:: SUPPLIED RECORDS
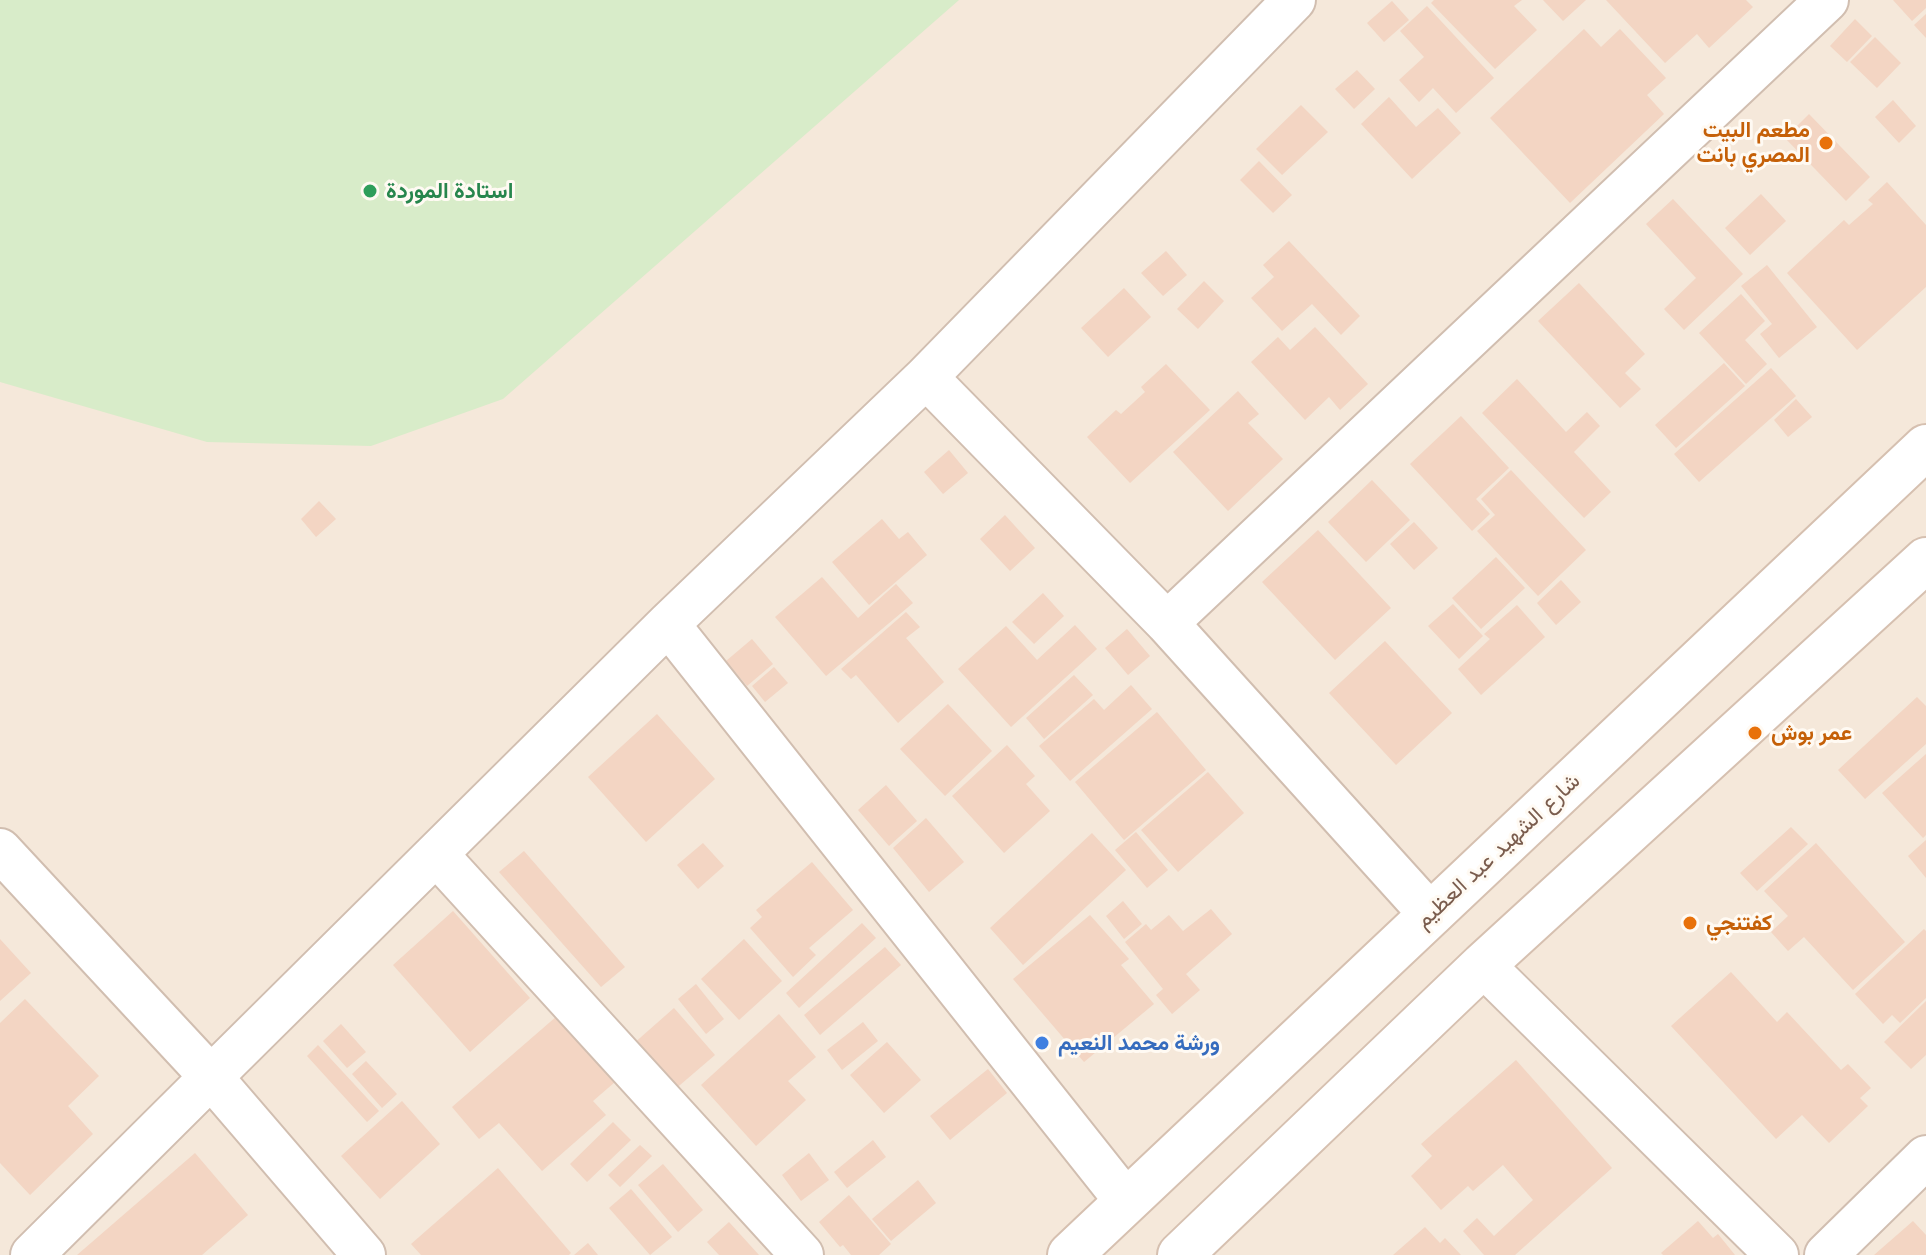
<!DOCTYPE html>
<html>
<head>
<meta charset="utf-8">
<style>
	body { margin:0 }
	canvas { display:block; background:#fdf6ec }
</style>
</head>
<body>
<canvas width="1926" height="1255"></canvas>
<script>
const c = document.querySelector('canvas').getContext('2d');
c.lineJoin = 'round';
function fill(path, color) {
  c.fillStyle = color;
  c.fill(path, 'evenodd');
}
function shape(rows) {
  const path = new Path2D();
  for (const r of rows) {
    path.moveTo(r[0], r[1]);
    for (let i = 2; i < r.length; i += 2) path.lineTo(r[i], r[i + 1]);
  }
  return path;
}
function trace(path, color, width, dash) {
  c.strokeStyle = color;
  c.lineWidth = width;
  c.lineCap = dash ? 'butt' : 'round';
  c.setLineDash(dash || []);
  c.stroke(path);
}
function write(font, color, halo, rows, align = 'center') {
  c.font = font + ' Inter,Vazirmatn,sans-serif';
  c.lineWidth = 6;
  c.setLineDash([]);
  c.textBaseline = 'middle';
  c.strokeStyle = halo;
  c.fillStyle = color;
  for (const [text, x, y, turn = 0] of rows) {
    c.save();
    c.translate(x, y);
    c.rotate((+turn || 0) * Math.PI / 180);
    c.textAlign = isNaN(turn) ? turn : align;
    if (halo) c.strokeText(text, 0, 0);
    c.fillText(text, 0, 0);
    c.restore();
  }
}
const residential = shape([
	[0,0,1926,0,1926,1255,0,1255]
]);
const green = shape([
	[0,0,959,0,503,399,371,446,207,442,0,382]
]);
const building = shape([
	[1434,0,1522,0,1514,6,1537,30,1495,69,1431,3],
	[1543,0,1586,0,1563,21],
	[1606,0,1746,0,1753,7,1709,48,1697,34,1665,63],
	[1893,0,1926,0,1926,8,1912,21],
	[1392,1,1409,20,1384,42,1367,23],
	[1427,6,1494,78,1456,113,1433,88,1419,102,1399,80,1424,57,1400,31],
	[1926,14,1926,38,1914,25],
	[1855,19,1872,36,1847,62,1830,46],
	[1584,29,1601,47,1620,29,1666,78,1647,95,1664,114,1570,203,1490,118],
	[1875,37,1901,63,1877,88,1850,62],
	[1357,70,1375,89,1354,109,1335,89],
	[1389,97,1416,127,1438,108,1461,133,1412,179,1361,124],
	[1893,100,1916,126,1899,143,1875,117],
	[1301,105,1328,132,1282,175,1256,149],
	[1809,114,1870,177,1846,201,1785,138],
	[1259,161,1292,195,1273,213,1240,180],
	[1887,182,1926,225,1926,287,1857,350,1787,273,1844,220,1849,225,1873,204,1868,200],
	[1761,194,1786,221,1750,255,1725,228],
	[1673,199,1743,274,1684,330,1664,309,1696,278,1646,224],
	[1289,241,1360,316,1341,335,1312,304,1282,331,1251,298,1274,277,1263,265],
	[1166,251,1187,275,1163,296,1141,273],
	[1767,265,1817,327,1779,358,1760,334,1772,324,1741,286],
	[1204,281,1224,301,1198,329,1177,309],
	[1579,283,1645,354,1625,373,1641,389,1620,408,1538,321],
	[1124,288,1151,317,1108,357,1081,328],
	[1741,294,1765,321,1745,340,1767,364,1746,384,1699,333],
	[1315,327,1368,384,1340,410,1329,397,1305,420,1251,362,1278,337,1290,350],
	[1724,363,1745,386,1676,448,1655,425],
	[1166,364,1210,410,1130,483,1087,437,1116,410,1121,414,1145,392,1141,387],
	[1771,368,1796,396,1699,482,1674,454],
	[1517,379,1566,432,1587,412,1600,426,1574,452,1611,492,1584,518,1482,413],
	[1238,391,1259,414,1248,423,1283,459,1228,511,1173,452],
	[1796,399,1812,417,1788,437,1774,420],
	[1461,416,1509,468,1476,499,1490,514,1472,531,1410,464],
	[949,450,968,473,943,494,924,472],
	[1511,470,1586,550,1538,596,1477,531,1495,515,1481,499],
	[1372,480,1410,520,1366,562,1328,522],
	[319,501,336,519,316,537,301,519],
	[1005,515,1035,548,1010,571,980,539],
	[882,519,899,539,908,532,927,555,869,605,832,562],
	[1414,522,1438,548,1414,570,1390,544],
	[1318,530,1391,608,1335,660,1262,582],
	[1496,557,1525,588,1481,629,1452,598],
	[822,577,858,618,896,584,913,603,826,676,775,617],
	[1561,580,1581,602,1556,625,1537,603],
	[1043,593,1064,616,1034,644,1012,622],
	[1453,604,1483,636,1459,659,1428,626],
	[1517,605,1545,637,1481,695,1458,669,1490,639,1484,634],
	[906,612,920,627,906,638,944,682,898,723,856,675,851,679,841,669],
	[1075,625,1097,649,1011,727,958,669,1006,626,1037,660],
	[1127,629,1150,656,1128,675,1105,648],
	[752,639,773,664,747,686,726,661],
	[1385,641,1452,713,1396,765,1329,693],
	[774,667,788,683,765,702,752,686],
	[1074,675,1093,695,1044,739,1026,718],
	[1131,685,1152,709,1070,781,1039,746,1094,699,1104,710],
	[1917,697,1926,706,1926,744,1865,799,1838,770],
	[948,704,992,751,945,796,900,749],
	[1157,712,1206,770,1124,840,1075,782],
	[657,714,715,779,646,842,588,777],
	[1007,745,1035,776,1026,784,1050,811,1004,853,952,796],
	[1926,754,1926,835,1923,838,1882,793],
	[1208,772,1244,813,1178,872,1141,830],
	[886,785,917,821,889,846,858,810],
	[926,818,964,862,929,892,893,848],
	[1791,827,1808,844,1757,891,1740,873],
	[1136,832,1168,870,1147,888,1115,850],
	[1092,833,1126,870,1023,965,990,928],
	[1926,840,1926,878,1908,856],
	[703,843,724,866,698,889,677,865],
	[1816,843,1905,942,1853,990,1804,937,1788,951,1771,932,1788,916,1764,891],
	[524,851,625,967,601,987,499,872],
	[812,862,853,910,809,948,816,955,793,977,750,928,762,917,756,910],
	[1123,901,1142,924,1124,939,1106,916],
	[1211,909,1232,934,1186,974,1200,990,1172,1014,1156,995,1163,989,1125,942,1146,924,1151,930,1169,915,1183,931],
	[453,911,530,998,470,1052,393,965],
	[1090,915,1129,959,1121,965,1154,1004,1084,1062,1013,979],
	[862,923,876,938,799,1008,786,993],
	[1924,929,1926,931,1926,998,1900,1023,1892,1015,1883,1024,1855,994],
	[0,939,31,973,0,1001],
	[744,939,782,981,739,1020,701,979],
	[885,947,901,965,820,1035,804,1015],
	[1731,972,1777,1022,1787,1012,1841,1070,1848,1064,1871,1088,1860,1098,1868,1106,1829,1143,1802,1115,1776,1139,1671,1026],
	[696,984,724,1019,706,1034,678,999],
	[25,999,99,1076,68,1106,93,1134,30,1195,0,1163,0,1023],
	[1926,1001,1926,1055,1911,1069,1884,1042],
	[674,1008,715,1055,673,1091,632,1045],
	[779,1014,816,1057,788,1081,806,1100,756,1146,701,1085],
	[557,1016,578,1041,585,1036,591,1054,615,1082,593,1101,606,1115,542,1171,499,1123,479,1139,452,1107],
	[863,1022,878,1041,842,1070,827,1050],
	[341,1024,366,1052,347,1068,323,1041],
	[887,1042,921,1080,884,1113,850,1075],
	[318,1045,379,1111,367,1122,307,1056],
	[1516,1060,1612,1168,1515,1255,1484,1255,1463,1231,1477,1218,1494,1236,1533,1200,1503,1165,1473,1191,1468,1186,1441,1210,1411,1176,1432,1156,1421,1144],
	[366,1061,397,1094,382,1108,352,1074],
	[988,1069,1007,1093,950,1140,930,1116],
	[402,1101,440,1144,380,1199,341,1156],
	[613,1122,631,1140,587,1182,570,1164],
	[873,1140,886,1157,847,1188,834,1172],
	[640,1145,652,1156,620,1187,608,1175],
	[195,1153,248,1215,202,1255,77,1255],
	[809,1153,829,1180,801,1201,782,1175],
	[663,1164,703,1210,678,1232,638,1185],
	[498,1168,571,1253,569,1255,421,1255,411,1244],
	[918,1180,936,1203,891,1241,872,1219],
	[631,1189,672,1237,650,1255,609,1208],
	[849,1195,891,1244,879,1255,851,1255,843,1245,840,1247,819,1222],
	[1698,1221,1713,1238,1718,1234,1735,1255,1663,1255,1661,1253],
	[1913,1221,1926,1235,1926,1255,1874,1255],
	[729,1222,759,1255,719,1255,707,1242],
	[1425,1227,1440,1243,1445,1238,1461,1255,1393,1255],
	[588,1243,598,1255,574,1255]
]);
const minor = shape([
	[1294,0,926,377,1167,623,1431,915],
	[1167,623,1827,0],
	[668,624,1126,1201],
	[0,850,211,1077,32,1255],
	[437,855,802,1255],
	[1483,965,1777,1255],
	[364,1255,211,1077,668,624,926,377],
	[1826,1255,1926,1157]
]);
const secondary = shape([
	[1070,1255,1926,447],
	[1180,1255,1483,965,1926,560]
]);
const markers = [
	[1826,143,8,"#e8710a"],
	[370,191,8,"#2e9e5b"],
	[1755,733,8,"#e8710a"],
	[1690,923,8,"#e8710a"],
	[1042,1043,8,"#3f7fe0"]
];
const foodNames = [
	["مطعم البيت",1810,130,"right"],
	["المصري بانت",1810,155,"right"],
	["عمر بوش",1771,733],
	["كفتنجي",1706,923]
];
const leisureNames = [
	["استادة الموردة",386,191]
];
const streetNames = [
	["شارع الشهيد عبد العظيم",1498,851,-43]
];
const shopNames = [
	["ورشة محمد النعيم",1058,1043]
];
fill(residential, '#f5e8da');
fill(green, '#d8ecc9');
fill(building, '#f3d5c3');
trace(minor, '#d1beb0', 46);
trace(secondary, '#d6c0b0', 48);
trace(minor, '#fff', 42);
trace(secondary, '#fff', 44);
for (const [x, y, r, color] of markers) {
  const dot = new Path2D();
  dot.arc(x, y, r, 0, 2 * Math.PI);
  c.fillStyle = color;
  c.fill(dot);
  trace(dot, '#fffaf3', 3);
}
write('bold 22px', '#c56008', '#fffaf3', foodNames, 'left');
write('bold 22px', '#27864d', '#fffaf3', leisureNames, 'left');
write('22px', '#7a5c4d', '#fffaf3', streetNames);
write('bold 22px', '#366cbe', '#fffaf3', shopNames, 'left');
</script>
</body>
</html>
::::
:: SUPPLIED RECORDS
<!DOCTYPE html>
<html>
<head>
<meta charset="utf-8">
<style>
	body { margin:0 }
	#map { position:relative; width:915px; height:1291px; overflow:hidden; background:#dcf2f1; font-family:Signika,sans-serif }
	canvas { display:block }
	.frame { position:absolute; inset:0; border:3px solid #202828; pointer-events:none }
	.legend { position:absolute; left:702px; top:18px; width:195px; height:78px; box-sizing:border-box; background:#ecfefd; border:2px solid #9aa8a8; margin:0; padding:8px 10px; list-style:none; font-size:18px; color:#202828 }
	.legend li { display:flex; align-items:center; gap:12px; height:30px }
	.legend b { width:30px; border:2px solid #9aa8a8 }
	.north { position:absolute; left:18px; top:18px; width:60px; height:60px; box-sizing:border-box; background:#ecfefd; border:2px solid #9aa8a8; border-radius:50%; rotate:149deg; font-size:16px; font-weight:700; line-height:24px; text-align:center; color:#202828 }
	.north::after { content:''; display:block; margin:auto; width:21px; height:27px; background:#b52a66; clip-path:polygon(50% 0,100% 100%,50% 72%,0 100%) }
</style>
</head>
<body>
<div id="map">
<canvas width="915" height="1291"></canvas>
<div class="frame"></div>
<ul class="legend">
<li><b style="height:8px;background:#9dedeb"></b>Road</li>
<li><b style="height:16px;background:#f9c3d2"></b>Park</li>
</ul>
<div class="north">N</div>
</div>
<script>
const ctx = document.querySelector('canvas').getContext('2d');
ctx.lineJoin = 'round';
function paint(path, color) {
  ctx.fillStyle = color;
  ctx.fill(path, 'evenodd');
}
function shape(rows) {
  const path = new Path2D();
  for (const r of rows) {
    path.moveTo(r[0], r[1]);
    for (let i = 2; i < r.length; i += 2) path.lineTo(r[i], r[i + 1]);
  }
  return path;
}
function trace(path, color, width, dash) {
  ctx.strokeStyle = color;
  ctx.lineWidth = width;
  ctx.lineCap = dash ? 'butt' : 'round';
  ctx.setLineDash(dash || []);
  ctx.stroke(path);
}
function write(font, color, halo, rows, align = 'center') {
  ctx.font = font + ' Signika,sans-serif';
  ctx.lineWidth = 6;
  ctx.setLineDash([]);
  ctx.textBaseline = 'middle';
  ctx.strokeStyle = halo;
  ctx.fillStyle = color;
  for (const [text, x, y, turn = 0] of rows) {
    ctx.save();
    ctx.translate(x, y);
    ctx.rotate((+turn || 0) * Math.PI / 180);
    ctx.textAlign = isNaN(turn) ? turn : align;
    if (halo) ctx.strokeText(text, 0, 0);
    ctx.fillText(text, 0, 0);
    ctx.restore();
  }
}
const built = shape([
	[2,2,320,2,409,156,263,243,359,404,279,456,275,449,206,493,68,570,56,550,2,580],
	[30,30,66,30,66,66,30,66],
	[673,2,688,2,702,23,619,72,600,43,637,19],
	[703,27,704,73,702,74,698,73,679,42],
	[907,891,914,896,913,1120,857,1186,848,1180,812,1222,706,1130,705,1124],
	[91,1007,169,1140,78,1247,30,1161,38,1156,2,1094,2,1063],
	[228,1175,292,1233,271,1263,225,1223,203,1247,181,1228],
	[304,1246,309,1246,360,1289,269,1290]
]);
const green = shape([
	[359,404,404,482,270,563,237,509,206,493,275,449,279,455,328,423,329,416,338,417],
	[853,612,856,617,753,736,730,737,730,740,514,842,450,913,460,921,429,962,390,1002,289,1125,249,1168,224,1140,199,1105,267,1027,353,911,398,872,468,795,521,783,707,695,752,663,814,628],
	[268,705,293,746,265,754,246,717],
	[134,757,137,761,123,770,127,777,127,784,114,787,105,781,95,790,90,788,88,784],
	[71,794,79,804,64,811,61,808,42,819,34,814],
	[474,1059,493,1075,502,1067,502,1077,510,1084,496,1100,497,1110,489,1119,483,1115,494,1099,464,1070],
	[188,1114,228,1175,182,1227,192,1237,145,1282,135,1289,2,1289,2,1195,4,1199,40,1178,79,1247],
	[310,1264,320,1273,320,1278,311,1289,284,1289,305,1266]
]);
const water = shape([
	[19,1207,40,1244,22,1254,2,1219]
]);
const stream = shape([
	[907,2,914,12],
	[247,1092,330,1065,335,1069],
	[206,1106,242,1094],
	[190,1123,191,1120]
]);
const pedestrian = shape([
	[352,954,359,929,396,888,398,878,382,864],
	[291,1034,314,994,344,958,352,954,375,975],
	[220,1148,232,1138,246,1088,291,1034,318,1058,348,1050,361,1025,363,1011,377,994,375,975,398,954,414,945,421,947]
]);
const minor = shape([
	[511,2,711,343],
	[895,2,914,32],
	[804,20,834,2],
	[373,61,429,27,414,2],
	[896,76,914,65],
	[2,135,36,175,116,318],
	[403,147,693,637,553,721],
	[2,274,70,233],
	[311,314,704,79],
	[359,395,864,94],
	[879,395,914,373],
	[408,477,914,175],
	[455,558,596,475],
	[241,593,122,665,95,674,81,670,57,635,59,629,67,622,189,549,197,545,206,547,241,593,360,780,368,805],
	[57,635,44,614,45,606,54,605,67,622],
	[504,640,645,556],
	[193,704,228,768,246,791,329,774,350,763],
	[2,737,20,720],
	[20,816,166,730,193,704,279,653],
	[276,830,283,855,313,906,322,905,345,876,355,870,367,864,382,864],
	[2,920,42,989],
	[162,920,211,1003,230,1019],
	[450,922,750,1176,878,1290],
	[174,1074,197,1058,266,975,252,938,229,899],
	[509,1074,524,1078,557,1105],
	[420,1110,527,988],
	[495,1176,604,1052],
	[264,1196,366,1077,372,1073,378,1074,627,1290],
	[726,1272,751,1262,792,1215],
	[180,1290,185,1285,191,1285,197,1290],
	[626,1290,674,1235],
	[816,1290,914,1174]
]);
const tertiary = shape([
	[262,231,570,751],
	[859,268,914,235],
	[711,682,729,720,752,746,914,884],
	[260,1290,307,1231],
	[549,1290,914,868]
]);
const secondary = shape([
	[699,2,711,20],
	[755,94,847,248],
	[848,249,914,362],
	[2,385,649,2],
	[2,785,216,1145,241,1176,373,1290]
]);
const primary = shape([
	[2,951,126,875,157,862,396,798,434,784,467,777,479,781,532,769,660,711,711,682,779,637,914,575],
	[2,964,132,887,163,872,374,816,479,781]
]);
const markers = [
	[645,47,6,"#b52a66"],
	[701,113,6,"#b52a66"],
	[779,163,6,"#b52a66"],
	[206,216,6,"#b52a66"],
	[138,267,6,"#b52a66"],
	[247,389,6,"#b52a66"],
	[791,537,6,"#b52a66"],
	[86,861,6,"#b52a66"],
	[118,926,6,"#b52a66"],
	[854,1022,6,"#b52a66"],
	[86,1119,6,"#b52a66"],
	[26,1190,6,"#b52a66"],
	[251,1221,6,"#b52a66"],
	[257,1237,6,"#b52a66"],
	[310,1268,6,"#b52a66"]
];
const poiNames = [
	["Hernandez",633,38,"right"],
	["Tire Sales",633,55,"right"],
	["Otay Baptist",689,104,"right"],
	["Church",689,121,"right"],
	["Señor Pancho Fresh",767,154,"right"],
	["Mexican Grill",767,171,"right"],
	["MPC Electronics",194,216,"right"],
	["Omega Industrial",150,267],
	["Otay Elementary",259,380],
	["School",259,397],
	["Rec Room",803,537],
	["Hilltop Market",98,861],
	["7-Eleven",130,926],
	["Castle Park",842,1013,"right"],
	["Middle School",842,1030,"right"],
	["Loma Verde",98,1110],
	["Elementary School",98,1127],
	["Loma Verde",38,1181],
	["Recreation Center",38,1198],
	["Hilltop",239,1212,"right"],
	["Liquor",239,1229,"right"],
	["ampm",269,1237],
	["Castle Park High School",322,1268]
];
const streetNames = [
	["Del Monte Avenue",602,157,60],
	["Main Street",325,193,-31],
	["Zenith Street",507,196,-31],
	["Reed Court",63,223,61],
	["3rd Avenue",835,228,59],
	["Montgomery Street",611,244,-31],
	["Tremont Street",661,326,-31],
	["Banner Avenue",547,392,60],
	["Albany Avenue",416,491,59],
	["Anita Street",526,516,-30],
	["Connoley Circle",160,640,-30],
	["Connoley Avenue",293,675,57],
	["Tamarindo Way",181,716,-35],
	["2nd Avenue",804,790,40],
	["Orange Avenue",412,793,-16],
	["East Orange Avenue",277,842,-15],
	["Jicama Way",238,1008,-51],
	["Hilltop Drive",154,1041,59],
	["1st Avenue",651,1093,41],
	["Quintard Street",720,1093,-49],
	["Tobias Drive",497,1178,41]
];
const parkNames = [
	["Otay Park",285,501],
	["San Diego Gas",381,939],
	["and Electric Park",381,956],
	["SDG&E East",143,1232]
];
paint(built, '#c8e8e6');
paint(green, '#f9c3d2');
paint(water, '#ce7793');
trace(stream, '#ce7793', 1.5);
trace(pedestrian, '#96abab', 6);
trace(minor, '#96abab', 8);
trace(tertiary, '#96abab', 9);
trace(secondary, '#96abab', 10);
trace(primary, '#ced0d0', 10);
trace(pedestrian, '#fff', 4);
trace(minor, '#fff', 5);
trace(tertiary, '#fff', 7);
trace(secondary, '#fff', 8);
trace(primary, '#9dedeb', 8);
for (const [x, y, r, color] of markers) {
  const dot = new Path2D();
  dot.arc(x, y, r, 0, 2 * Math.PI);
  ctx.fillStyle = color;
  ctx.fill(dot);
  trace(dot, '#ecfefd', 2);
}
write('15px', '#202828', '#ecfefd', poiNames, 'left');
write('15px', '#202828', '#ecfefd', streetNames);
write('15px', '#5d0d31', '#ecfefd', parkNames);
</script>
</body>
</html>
::::
PROBLEM DETAILS:
Write out, from the lines above, only those from the line with "ctx.save();" to the line with "[304,1246,309,1246,360,1289,269,1290]", exactly as given, including the first and the last.

PROBLEM SOLUTION:
    ctx.save();
    ctx.translate(x, y);
    ctx.rotate((+turn || 0) * Math.PI / 180);
    ctx.textAlign = isNaN(turn) ? turn : align;
    if (halo) ctx.strokeText(text, 0, 0);
    ctx.fillText(text, 0, 0);
    ctx.restore();
  }
}
const built = shape([
	[2,2,320,2,409,156,263,243,359,404,279,456,275,449,206,493,68,570,56,550,2,580],
	[30,30,66,30,66,66,30,66],
	[673,2,688,2,702,23,619,72,600,43,637,19],
	[703,27,704,73,702,74,698,73,679,42],
	[907,891,914,896,913,1120,857,1186,848,1180,812,1222,706,1130,705,1124],
	[91,1007,169,1140,78,1247,30,1161,38,1156,2,1094,2,1063],
	[228,1175,292,1233,271,1263,225,1223,203,1247,181,1228],
	[304,1246,309,1246,360,1289,269,1290]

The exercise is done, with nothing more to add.